Summit Entertainment’s much-anticipated movie adaptations of the novel Ender’s Game and Divergent got the Hall H treatment at Comic-Con International in San Diego today, with new footage (in Divergent‘s case, the first footage seen) and panels moderated by Nerdist’s own Chris Hardwick.

Ender’s Game‘s stars, led by Harrison Ford and including Asa Butterfield, and Hailee Steinfeld were on hand for a Q&A, along with producer Roberto Orci and director Gavin Hood. For Divergent, set in a dystopian future Chicago split into five factions (based on virtues) in which one one young woman who does not fit into any of the personality traits is forced to choose a faction, novelist Veronica Roth and director Neil Burger were joined by cast members Shailene Woodley and Theo James.

Kicking things off with Divergent, Burger showed footage shot on Tuesday made for the convention, Roth hinted that her next book (Allegiant, the third in the trilogy) will be written from two of the characters’ perspectives, and Woodley described her character as a “normal girl… I never saw her as a superhero, I never saw her as an action star.” James (Hardwick called him “a dreamy fellow… listening to your accent, half the women in the audience got pregnant”) said that his character “is really old school” and that his being unafraid to admit what scares him “makes him more masculine.” The panel was later joined by cast members Ansel Elgort, Zoe Kravitz, Ben Lloyd-Hughes, Ben Lamb, Christian Madsen, Amy Newbold, Miles Teller, Mekhi Phifer, and Maggie Q, who talked about moving from playing younger characters to playing an authority figure in Divergent. And Roth said that the movie holds true to the book, which left her “surprised.”
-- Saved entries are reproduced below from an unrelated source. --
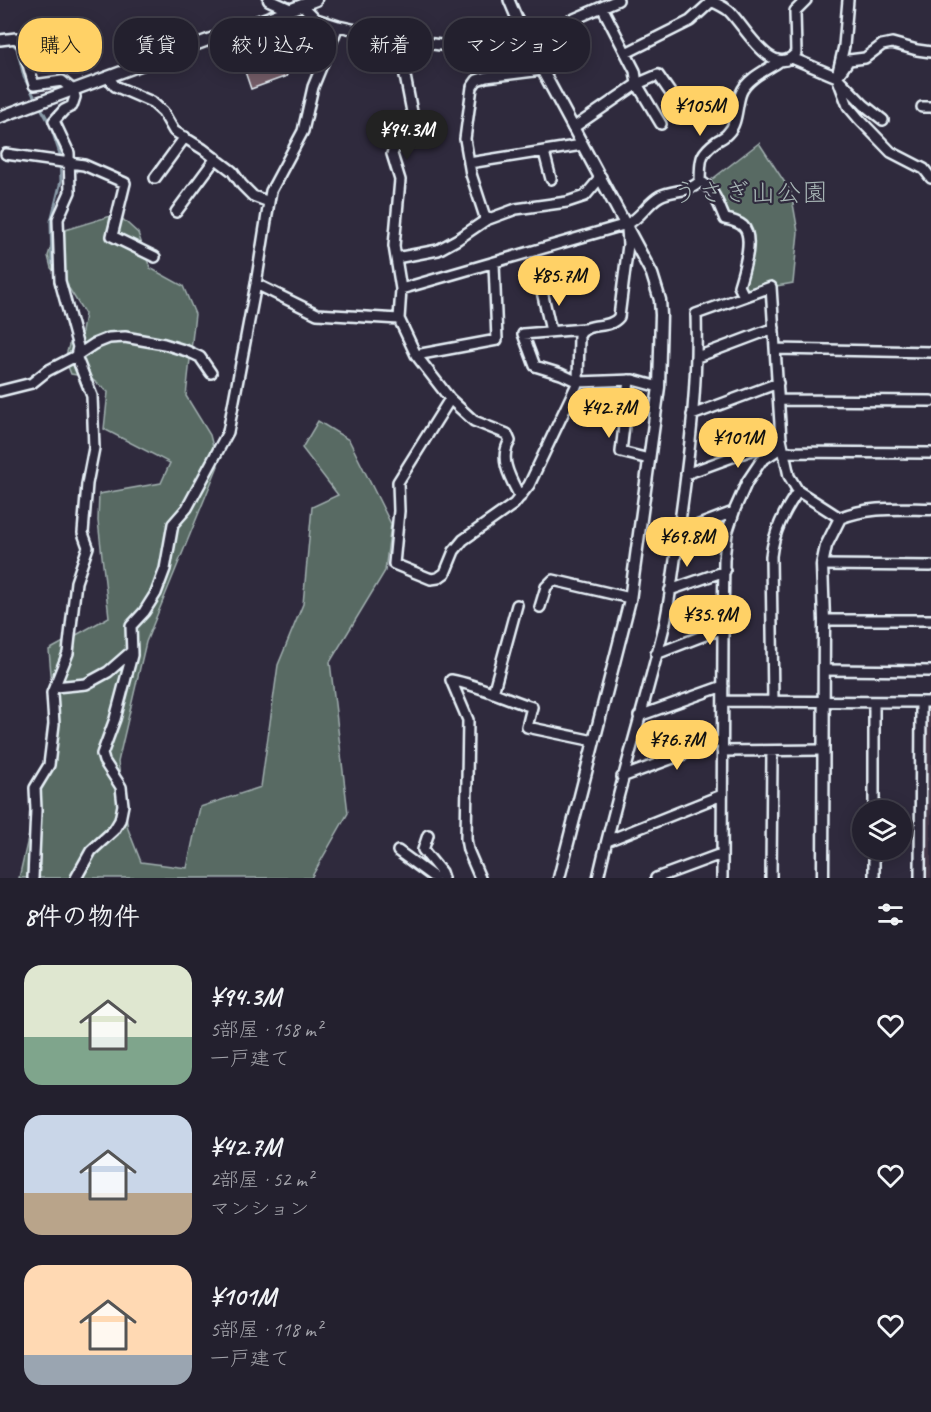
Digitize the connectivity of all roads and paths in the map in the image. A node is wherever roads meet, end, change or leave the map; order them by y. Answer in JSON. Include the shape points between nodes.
{"nodes":[{"id":1,"x":269,"y":0,"type":"edge"},
{"id":2,"x":316,"y":0,"type":"edge"},
{"id":3,"x":509,"y":0,"type":"edge"},
{"id":4,"x":618,"y":0,"type":"edge"},
{"id":5,"x":806,"y":0,"type":"edge"},
{"id":6,"x":848,"y":0,"type":"edge"},
{"id":7,"x":711,"y":1,"type":"edge"},
{"id":8,"x":302,"y":5,"type":"junction"},
{"id":9,"x":602,"y":8,"type":"junction"},
{"id":10,"x":289,"y":9,"type":"junction"},
{"id":11,"x":517,"y":18,"type":"edge"},
{"id":12,"x":576,"y":18,"type":"edge"},
{"id":13,"x":338,"y":26,"type":"junction"},
{"id":14,"x":348,"y":28,"type":"edge"},
{"id":15,"x":0,"y":40,"type":"edge"},
{"id":16,"x":931,"y":52,"type":"edge"},
{"id":17,"x":626,"y":53,"type":"junction"},
{"id":18,"x":792,"y":58,"type":"junction"},
{"id":19,"x":780,"y":61,"type":"junction"},
{"id":20,"x":405,"y":72,"type":"edge"},
{"id":21,"x":529,"y":72,"type":"edge"},
{"id":22,"x":543,"y":72,"type":"edge"},
{"id":23,"x":108,"y":77,"type":"junction"},
{"id":24,"x":837,"y":77,"type":"junction"},
{"id":25,"x":637,"y":84,"type":"junction"},
{"id":26,"x":73,"y":90,"type":"junction"},
{"id":27,"x":676,"y":101,"type":"dead end"},
{"id":28,"x":0,"y":117,"type":"edge"},
{"id":29,"x":883,"y":120,"type":"dead end"},
{"id":30,"x":661,"y":124,"type":"dead end"},
{"id":31,"x":573,"y":128,"type":"junction"},
{"id":32,"x":185,"y":137,"type":"junction"},
{"id":33,"x":582,"y":145,"type":"junction"},
{"id":34,"x":544,"y":152,"type":"junction"},
{"id":35,"x":6,"y":154,"type":"dead end"},
{"id":36,"x":216,"y":158,"type":"junction"},
{"id":37,"x":69,"y":162,"type":"junction"},
{"id":38,"x":469,"y":163,"type":"junction"},
{"id":39,"x":601,"y":177,"type":"junction"},
{"id":40,"x":155,"y":178,"type":"dead end"},
{"id":41,"x":931,"y":178,"type":"edge"},
{"id":42,"x":550,"y":179,"type":"dead end"},
{"id":43,"x":700,"y":181,"type":"junction"},
{"id":44,"x":268,"y":202,"type":"junction"},
{"id":45,"x":176,"y":212,"type":"dead end"},
{"id":46,"x":486,"y":220,"type":"junction"},
{"id":47,"x":627,"y":224,"type":"junction"},
{"id":48,"x":155,"y":257,"type":"dead end"},
{"id":49,"x":396,"y":258,"type":"junction"},
{"id":50,"x":494,"y":263,"type":"junction"},
{"id":51,"x":256,"y":284,"type":"junction"},
{"id":52,"x":541,"y":287,"type":"dead end"},
{"id":53,"x":401,"y":290,"type":"junction"},
{"id":54,"x":744,"y":297,"type":"junction"},
{"id":55,"x":399,"y":319,"type":"junction"},
{"id":56,"x":774,"y":328,"type":"junction"},
{"id":57,"x":584,"y":329,"type":"junction"},
{"id":58,"x":551,"y":331,"type":"junction"},
{"id":59,"x":776,"y":349,"type":"junction"},
{"id":60,"x":931,"y":352,"type":"edge"},
{"id":61,"x":76,"y":356,"type":"junction"},
{"id":62,"x":416,"y":356,"type":"junction"},
{"id":63,"x":698,"y":357,"type":"junction"},
{"id":64,"x":211,"y":373,"type":"dead end"},
{"id":65,"x":629,"y":380,"type":"junction"},
{"id":66,"x":578,"y":382,"type":"junction"},
{"id":67,"x":778,"y":383,"type":"junction"},
{"id":68,"x":659,"y":387,"type":"junction"},
{"id":69,"x":0,"y":391,"type":"edge"},
{"id":70,"x":450,"y":399,"type":"junction"},
{"id":71,"x":779,"y":400,"type":"junction"},
{"id":72,"x":931,"y":401,"type":"edge"},
{"id":73,"x":692,"y":415,"type":"junction"},
{"id":74,"x":782,"y":446,"type":"junction"},
{"id":75,"x":931,"y":453,"type":"edge"},
{"id":76,"x":649,"y":459,"type":"junction"},
{"id":77,"x":686,"y":474,"type":"junction"},
{"id":78,"x":798,"y":491,"type":"junction"},
{"id":79,"x":520,"y":496,"type":"junction"},
{"id":80,"x":931,"y":509,"type":"edge"},
{"id":81,"x":733,"y":512,"type":"junction"},
{"id":82,"x":840,"y":518,"type":"junction"},
{"id":83,"x":678,"y":533,"type":"junction"},
{"id":84,"x":822,"y":565,"type":"junction"},
{"id":85,"x":931,"y":566,"type":"edge"},
{"id":86,"x":725,"y":571,"type":"junction"},
{"id":87,"x":670,"y":590,"type":"junction"},
{"id":88,"x":630,"y":598,"type":"junction"},
{"id":89,"x":517,"y":605,"type":"dead end"},
{"id":90,"x":540,"y":607,"type":"dead end"},
{"id":91,"x":824,"y":620,"type":"junction"},
{"id":92,"x":931,"y":620,"type":"edge"},
{"id":93,"x":723,"y":627,"type":"junction"},
{"id":94,"x":132,"y":651,"type":"junction"},
{"id":95,"x":656,"y":654,"type":"junction"},
{"id":96,"x":824,"y":670,"type":"junction"},
{"id":97,"x":931,"y":670,"type":"edge"},
{"id":98,"x":723,"y":686,"type":"junction"},
{"id":99,"x":55,"y":687,"type":"junction"},
{"id":100,"x":493,"y":693,"type":"junction"},
{"id":101,"x":723,"y":701,"type":"junction"},
{"id":102,"x":773,"y":702,"type":"junction"},
{"id":103,"x":824,"y":702,"type":"junction"},
{"id":104,"x":874,"y":702,"type":"junction"},
{"id":105,"x":926,"y":702,"type":"edge"},
{"id":106,"x":639,"y":716,"type":"junction"},
{"id":107,"x":722,"y":740,"type":"junction"},
{"id":108,"x":594,"y":741,"type":"junction"},
{"id":109,"x":822,"y":750,"type":"junction"},
{"id":110,"x":722,"y":751,"type":"junction"},
{"id":111,"x":772,"y":751,"type":"junction"},
{"id":112,"x":622,"y":777,"type":"junction"},
{"id":113,"x":722,"y":795,"type":"junction"},
{"id":114,"x":874,"y":800,"type":"edge"},
{"id":115,"x":428,"y":835,"type":"dead end"},
{"id":116,"x":606,"y":841,"type":"junction"},
{"id":117,"x":398,"y":851,"type":"dead end"},
{"id":118,"x":722,"y":854,"type":"junction"},
{"id":119,"x":874,"y":860,"type":"edge"},
{"id":120,"x":33,"y":878,"type":"edge"},
{"id":121,"x":76,"y":878,"type":"edge"},
{"id":122,"x":435,"y":878,"type":"edge"},
{"id":123,"x":443,"y":878,"type":"edge"},
{"id":124,"x":480,"y":878,"type":"edge"},
{"id":125,"x":559,"y":878,"type":"edge"},
{"id":126,"x":598,"y":878,"type":"edge"},
{"id":127,"x":656,"y":878,"type":"edge"},
{"id":128,"x":722,"y":878,"type":"edge"},
{"id":129,"x":771,"y":878,"type":"edge"},
{"id":130,"x":823,"y":878,"type":"edge"},
{"id":131,"x":874,"y":878,"type":"edge"},
{"id":132,"x":920,"y":878,"type":"edge"}],
"edges":[{"from":1,"to":10,"type":"street"},
{"from":2,"to":8,"type":"street"},
{"from":3,"to":11,"type":"street"},
{"from":4,"to":9,"type":"street"},
{"from":5,"to":18,"type":"street","via":[[795,11],[796,52]]},
{"from":6,"to":24,"type":"street"},
{"from":7,"to":17,"type":"street","via":[[690,21]]},
{"from":7,"to":19,"type":"street","via":[[729,10],[763,51]]},
{"from":8,"to":10,"type":"street"},
{"from":8,"to":13,"type":"street","via":[[316,19]]},
{"from":9,"to":12,"type":"street"},
{"from":9,"to":17,"type":"street"},
{"from":10,"to":23,"type":"street"},
{"from":13,"to":14,"type":"street"},
{"from":13,"to":44,"type":"street","via":[[313,87],[303,131]]},
{"from":15,"to":26,"type":"street","via":[[16,38],[22,44],[34,85],[62,81]]},
{"from":16,"to":24,"type":"street","via":[[892,43],[882,45],[865,58],[849,60]]},
{"from":17,"to":25,"type":"street"},
{"from":18,"to":19,"type":"street"},
{"from":18,"to":24,"type":"street"},
{"from":19,"to":43,"type":"street","via":[[747,83],[728,134],[707,148],[700,160]]},
{"from":20,"to":49,"type":"street","via":[[412,112],[411,122],[392,154],[400,180]]},
{"from":21,"to":38,"type":"street","via":[[477,80],[472,87],[465,139]]},
{"from":22,"to":31,"type":"street"},
{"from":23,"to":26,"type":"street"},
{"from":23,"to":32,"type":"street","via":[[115,86],[152,102],[174,131]]},
{"from":24,"to":29,"type":"street"},
{"from":24,"to":41,"type":"street","via":[[848,106],[859,119],[891,152],[924,169]]},
{"from":25,"to":27,"type":"street","via":[[658,75]]},
{"from":25,"to":30,"type":"street"},
{"from":25,"to":31,"type":"street"},
{"from":26,"to":28,"type":"street"},
{"from":26,"to":37,"type":"street","via":[[72,106],[54,121],[69,153]]},
{"from":31,"to":33,"type":"street"},
{"from":32,"to":36,"type":"street"},
{"from":32,"to":40,"type":"street"},
{"from":33,"to":34,"type":"street"},
{"from":33,"to":39,"type":"street"},
{"from":34,"to":38,"type":"street"},
{"from":34,"to":42,"type":"street"},
{"from":35,"to":37,"type":"street"},
{"from":36,"to":44,"type":"street","via":[[253,196]]},
{"from":36,"to":45,"type":"street"},
{"from":37,"to":48,"type":"street","via":[[124,183],[112,236]]},
{"from":37,"to":61,"type":"street","via":[[70,192],[58,219],[59,260],[60,281],[78,347]]},
{"from":38,"to":46,"type":"street"},
{"from":39,"to":46,"type":"street","via":[[585,196],[516,209]]},
{"from":39,"to":47,"type":"street"},
{"from":43,"to":47,"type":"street","via":[[696,186],[658,196],[636,220]]},
{"from":43,"to":54,"type":"street","via":[[714,195],[725,219],[744,227],[748,237],[739,286]]},
{"from":44,"to":51,"type":"street"},
{"from":46,"to":49,"type":"street","via":[[438,250]]},
{"from":47,"to":50,"type":"street"},
{"from":47,"to":57,"type":"street","via":[[619,317],[604,326]]},
{"from":47,"to":68,"type":"street","via":[[652,274],[660,300]]},
{"from":49,"to":53,"type":"street"},
{"from":50,"to":53,"type":"street"},
{"from":50,"to":62,"type":"street","via":[[497,340]]},
{"from":51,"to":55,"type":"street","via":[[317,314]]},
{"from":51,"to":94,"type":"street","via":[[228,432],[187,508],[173,524],[156,593],[131,626]]},
{"from":52,"to":58,"type":"street"},
{"from":53,"to":55,"type":"street"},
{"from":54,"to":56,"type":"street","via":[[771,287]]},
{"from":54,"to":63,"type":"street","via":[[696,314]]},
{"from":55,"to":62,"type":"street"},
{"from":56,"to":59,"type":"street"},
{"from":56,"to":63,"type":"street"},
{"from":57,"to":58,"type":"street"},
{"from":57,"to":66,"type":"street","via":[[579,336]]},
{"from":58,"to":66,"type":"street","via":[[523,334],[535,366]]},
{"from":59,"to":60,"type":"street"},
{"from":59,"to":67,"type":"street"},
{"from":61,"to":64,"type":"street","via":[[102,341],[124,337],[187,351],[200,357]]},
{"from":61,"to":69,"type":"street","via":[[32,382]]},
{"from":61,"to":99,"type":"street","via":[[92,396],[94,448],[83,533],[88,547],[76,582],[68,653]]},
{"from":62,"to":70,"type":"street"},
{"from":63,"to":73,"type":"street"},
{"from":65,"to":66,"type":"street"},
{"from":65,"to":68,"type":"street"},
{"from":65,"to":76,"type":"street","via":[[621,452]]},
{"from":66,"to":79,"type":"street","via":[[529,485]]},
{"from":67,"to":71,"type":"street"},
{"from":67,"to":73,"type":"street"},
{"from":68,"to":76,"type":"street"},
{"from":70,"to":79,"type":"street","via":[[474,421],[507,434],[510,441],[505,463]]},
{"from":70,"to":79,"type":"street","via":[[398,482],[394,564],[431,579],[438,578],[445,573],[463,540]]},
{"from":71,"to":72,"type":"street"},
{"from":71,"to":74,"type":"street"},
{"from":73,"to":77,"type":"street"},
{"from":74,"to":75,"type":"street"},
{"from":74,"to":77,"type":"street"},
{"from":74,"to":78,"type":"street","via":[[789,476]]},
{"from":74,"to":81,"type":"street","via":[[761,461]]},
{"from":76,"to":88,"type":"street"},
{"from":77,"to":83,"type":"street"},
{"from":78,"to":82,"type":"street"},
{"from":78,"to":102,"type":"street","via":[[783,514],[771,556]]},
{"from":80,"to":82,"type":"street","via":[[882,509]]},
{"from":81,"to":83,"type":"street"},
{"from":81,"to":86,"type":"street","via":[[727,533]]},
{"from":82,"to":84,"type":"street","via":[[826,546]]},
{"from":83,"to":87,"type":"street"},
{"from":84,"to":85,"type":"street"},
{"from":84,"to":91,"type":"street"},
{"from":86,"to":87,"type":"street"},
{"from":86,"to":93,"type":"street"},
{"from":87,"to":95,"type":"street"},
{"from":88,"to":90,"type":"street","via":[[553,580],[546,587]]},
{"from":88,"to":108,"type":"street"},
{"from":89,"to":100,"type":"street"},
{"from":91,"to":92,"type":"street"},
{"from":91,"to":96,"type":"street"},
{"from":93,"to":95,"type":"street"},
{"from":93,"to":98,"type":"street"},
{"from":94,"to":99,"type":"street","via":[[108,672],[86,684]]},
{"from":94,"to":121,"type":"street","via":[[102,754],[121,787],[120,820],[91,851]]},
{"from":95,"to":106,"type":"street"},
{"from":96,"to":97,"type":"street"},
{"from":96,"to":103,"type":"street"},
{"from":98,"to":101,"type":"street"},
{"from":98,"to":106,"type":"street"},
{"from":99,"to":120,"type":"street","via":[[49,765],[35,788]]},
{"from":100,"to":108,"type":"street","via":[[532,707],[527,727]]},
{"from":100,"to":124,"type":"street","via":[[451,680],[468,720],[466,839]]},
{"from":101,"to":102,"type":"street"},
{"from":101,"to":107,"type":"street"},
{"from":102,"to":103,"type":"street"},
{"from":103,"to":104,"type":"street"},
{"from":103,"to":109,"type":"street"},
{"from":104,"to":105,"type":"street"},
{"from":104,"to":114,"type":"street"},
{"from":105,"to":132,"type":"street"},
{"from":106,"to":112,"type":"street"},
{"from":107,"to":110,"type":"street"},
{"from":107,"to":112,"type":"street"},
{"from":108,"to":125,"type":"street"},
{"from":109,"to":111,"type":"street"},
{"from":109,"to":130,"type":"street"},
{"from":110,"to":111,"type":"street"},
{"from":110,"to":113,"type":"street"},
{"from":111,"to":129,"type":"street"},
{"from":112,"to":116,"type":"street"},
{"from":113,"to":116,"type":"street"},
{"from":113,"to":118,"type":"street"},
{"from":115,"to":123,"type":"street","via":[[423,850]]},
{"from":116,"to":126,"type":"street"},
{"from":117,"to":122,"type":"street"},
{"from":118,"to":127,"type":"street"},
{"from":118,"to":128,"type":"street"},
{"from":119,"to":131,"type":"street"}]}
On the Ender’s Gamepanel, Orci and Hood, brought out first, called for Ford, Butterfield, and Steinfeld to join him and Hood on the panel before playing an exclusive clip from the film. Ford said that his character is less Ender’s mentor than manipulator; he said that he took the role because “I was drawn to the complexity of the moral issues” in the book, adding that the premise of the book, written 20 years ago, has become true with the ability to wage war remotely, and the manipulation of young people with special motor skills was a complex issue that interested him. Steinfeld said that her role was physically demanding, with three weeks of training at Space Camp and military-style boot camp. The fan question-and-answer period opened with a question about the controversy surrounding the book’s author, Orson Scott Card, and his position opposing same-sex marriages, with Orci responding that the studio and film have asserted their support of LGBT rights.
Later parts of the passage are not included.